Tucked away in China’s port city Qingdao, the capital of Kiaochow, you’ll find German-style villas built in the aftermath of the “Juye incident.” This “incident” was the murder of two Catholic missionaries in 1897 believed to be carried out by a Chinese gang called “The Big Sword.” Germany saw an opportunity to convince the waning Qing Dynasty to give them Qingdao (then called Tsingtao), oust their own Chinese government officials, build the Germans three churches and seven fortified homes, and hand over a bunch of silver. 

Fast-forward 17 years to the little German village and a young Bavarian named Gunther Plüschow who arrived on orders of the Imperial German Navy. Gunther loved the area and described it in his memoir: 
…the loveliest weather, most radiant sunshine, and the bluest of skies. The bathing season was at its height. There were many charming ladies, mostly from the European and American settlements in China and Japan, visiting the “Ostend of the Far East” and enjoying the beauty of Kiaochow.

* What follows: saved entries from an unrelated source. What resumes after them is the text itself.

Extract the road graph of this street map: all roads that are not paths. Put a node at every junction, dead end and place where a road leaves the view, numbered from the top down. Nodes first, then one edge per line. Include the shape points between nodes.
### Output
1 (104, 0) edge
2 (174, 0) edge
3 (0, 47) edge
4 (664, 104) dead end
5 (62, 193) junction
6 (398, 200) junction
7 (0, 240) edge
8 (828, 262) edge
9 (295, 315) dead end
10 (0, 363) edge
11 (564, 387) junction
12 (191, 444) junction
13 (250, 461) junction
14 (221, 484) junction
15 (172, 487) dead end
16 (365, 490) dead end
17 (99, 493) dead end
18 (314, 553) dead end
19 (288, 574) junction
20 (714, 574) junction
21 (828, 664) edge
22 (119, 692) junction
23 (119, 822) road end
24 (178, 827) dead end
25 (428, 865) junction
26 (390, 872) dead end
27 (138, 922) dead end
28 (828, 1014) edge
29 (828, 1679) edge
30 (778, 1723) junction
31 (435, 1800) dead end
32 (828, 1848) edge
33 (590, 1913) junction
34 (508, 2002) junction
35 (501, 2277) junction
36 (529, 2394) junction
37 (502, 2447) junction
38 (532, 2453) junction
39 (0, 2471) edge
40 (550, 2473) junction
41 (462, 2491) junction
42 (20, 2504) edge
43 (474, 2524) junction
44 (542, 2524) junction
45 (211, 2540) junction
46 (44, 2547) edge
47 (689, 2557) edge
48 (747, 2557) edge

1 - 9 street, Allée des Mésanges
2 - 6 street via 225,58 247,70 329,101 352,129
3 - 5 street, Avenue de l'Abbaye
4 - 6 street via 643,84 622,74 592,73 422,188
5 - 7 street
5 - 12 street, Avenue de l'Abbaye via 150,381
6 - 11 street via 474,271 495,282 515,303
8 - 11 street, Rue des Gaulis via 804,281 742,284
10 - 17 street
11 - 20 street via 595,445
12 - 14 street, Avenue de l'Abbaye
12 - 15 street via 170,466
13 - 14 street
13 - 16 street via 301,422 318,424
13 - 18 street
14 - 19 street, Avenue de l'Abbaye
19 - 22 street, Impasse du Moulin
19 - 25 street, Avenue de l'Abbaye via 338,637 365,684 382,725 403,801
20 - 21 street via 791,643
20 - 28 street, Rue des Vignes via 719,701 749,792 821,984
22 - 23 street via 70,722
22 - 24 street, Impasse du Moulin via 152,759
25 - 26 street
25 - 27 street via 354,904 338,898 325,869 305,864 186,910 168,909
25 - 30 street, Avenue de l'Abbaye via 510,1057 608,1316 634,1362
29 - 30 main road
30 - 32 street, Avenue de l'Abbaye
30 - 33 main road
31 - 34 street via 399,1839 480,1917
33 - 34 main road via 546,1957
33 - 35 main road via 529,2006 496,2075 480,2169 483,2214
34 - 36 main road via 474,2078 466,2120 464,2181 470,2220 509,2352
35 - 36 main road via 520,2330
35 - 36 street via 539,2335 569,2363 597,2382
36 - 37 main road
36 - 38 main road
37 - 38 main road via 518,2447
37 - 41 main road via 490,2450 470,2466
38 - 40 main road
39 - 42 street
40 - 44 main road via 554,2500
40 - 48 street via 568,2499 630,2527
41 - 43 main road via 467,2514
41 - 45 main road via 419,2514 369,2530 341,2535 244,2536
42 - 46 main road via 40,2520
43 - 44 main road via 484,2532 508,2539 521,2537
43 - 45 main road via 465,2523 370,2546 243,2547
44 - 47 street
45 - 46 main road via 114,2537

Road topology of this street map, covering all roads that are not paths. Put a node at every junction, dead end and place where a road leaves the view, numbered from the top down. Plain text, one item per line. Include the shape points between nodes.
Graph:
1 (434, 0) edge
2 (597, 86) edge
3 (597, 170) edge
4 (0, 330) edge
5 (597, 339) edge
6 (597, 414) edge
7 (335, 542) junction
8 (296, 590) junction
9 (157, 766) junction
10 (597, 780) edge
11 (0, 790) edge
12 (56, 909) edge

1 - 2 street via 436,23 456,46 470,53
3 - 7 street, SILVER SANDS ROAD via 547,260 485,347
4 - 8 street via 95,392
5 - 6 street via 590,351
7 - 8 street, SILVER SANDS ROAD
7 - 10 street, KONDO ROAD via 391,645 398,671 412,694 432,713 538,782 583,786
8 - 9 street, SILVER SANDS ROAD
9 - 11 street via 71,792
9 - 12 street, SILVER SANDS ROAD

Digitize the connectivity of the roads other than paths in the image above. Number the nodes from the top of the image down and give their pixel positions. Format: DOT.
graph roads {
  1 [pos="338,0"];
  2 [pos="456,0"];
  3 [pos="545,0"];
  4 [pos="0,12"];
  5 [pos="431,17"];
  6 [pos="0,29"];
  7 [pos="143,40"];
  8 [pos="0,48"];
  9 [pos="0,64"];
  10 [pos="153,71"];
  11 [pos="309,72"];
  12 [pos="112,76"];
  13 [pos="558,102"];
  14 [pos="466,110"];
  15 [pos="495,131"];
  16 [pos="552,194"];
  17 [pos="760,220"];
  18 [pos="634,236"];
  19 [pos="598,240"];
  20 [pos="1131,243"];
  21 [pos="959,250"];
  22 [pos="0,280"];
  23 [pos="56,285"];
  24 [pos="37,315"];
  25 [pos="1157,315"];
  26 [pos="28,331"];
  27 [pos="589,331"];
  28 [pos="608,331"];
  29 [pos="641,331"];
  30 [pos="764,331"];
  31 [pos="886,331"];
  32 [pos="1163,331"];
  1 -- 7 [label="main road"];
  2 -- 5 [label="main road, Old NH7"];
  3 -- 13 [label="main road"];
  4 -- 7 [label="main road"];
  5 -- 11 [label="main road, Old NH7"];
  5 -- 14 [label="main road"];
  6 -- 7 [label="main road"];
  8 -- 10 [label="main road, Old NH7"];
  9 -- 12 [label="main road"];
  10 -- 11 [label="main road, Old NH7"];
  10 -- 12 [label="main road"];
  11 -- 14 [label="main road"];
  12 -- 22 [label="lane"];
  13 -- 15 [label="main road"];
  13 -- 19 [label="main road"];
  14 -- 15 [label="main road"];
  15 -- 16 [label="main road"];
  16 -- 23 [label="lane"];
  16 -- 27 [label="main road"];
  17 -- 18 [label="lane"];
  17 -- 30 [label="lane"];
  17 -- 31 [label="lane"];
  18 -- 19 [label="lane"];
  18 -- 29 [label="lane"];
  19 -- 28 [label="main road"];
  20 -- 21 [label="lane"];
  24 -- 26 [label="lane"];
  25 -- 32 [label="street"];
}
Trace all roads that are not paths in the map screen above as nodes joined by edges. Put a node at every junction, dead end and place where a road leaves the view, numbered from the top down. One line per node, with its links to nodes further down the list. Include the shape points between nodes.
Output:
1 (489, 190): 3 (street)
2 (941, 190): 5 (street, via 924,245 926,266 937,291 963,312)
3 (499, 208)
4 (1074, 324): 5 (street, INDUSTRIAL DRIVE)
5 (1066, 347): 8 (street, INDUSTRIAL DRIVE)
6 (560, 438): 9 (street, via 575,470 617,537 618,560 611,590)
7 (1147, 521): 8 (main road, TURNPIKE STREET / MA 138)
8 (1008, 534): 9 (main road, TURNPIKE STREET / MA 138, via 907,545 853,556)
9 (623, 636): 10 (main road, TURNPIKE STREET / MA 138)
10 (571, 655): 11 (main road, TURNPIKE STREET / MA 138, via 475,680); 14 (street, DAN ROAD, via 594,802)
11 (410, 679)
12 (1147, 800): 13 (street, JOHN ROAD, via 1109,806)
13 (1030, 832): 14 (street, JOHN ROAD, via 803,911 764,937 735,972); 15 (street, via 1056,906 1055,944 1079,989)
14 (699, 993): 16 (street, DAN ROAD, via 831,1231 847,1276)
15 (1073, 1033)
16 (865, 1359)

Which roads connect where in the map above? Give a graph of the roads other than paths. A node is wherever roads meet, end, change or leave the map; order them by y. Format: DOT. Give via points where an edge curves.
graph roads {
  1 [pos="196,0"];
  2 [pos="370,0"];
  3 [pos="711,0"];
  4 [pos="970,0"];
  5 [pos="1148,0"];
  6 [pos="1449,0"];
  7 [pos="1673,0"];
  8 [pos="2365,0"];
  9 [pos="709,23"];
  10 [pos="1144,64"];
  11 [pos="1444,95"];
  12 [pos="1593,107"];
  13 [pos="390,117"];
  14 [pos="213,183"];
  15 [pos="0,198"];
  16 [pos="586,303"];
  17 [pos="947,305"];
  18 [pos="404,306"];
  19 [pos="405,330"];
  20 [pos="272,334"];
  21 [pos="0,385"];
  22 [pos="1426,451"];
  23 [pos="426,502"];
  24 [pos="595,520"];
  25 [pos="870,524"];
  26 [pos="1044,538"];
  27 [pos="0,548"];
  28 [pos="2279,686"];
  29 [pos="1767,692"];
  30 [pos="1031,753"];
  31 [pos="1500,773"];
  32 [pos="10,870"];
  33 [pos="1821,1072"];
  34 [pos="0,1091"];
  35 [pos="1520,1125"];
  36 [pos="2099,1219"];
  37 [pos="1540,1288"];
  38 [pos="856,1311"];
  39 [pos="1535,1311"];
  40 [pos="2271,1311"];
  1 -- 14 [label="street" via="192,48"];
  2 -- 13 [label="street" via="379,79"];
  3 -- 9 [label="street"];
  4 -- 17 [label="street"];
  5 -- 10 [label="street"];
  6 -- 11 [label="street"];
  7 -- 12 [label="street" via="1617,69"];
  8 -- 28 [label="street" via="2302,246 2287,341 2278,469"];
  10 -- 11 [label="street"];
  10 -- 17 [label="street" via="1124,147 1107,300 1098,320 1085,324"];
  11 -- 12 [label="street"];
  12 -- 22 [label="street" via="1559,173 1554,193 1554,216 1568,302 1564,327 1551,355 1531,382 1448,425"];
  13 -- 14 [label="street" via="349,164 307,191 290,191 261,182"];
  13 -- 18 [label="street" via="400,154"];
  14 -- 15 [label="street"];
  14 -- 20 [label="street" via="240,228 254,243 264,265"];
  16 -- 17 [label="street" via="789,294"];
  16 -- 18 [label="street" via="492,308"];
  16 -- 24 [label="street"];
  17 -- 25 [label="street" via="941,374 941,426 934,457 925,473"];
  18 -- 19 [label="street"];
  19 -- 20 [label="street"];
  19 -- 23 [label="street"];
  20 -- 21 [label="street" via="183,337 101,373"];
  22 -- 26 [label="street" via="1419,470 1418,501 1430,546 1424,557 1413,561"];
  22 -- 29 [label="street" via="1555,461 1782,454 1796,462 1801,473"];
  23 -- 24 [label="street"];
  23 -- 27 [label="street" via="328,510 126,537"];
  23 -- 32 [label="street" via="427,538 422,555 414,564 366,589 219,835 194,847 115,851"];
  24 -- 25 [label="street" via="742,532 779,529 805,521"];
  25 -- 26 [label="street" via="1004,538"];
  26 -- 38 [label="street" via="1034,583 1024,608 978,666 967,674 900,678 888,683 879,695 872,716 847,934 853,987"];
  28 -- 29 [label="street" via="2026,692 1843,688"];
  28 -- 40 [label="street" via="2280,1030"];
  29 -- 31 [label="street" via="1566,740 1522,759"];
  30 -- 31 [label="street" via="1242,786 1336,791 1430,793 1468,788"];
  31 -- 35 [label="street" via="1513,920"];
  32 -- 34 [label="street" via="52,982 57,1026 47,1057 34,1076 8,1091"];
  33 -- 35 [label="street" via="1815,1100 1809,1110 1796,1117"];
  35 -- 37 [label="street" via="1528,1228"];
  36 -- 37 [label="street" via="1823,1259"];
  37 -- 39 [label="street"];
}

Amusement was the order of the day. Motor drives, riding-parties, polo, and tennis filled the free hours, and in the evenings, dancing held undisputed sway. There were many Englishwomen amongst the women, and our relations were most pleasant and cordial. We had challenged the English Polo Club at Shanghai to a match when, on the 30th of July — like a bolt from the blue — came the order warning us of “Danger of war!”

The siege of Tsingtao was the only battle fought in East Asia during World War I. The Japanese had four seaplanes they flew off a carrier, part of their superior Navy. And there was Gunther, alone, flying an obsolete monoplane, the Taube. It had no ailerons, only a system of pulleys and cables to pull the trailing edges of the wings, a movement called wing warping. A one-man air force, he staved off Japanese and British with only a pistol.

When their situation looked grim, the local German governor told Gunther to fly the Taube deeper into China (neutral at the time) and get back to Germany. He tried, but he ran out of fuel and crash-landed into a manure pile on a farm. Witnesses thought a dragon had landed. 

He continued on foot, then by boat bound for San Francisco. He crossed the U.S. to New York, and with his fake Swiss passport, boarded a ship for Italy. The British caught him at an unscheduled stop in Gibraltar and took him to a POW camp in Leicestershire. Two months later, he escaped, found a boat headed for Holland, then took a train home. The Kaiser awarded him the Iron Cross. He went back into service until the end of the war, but as Germany’s Fascism movement grew, Gunther wanted no part of it and moved to South America, where he would fly aerial surveys for Argentina and Chile until his untimely death from a crash. 

His memoir, “The Aviator of Tsingtao,” has been republished in English by Camphor Press.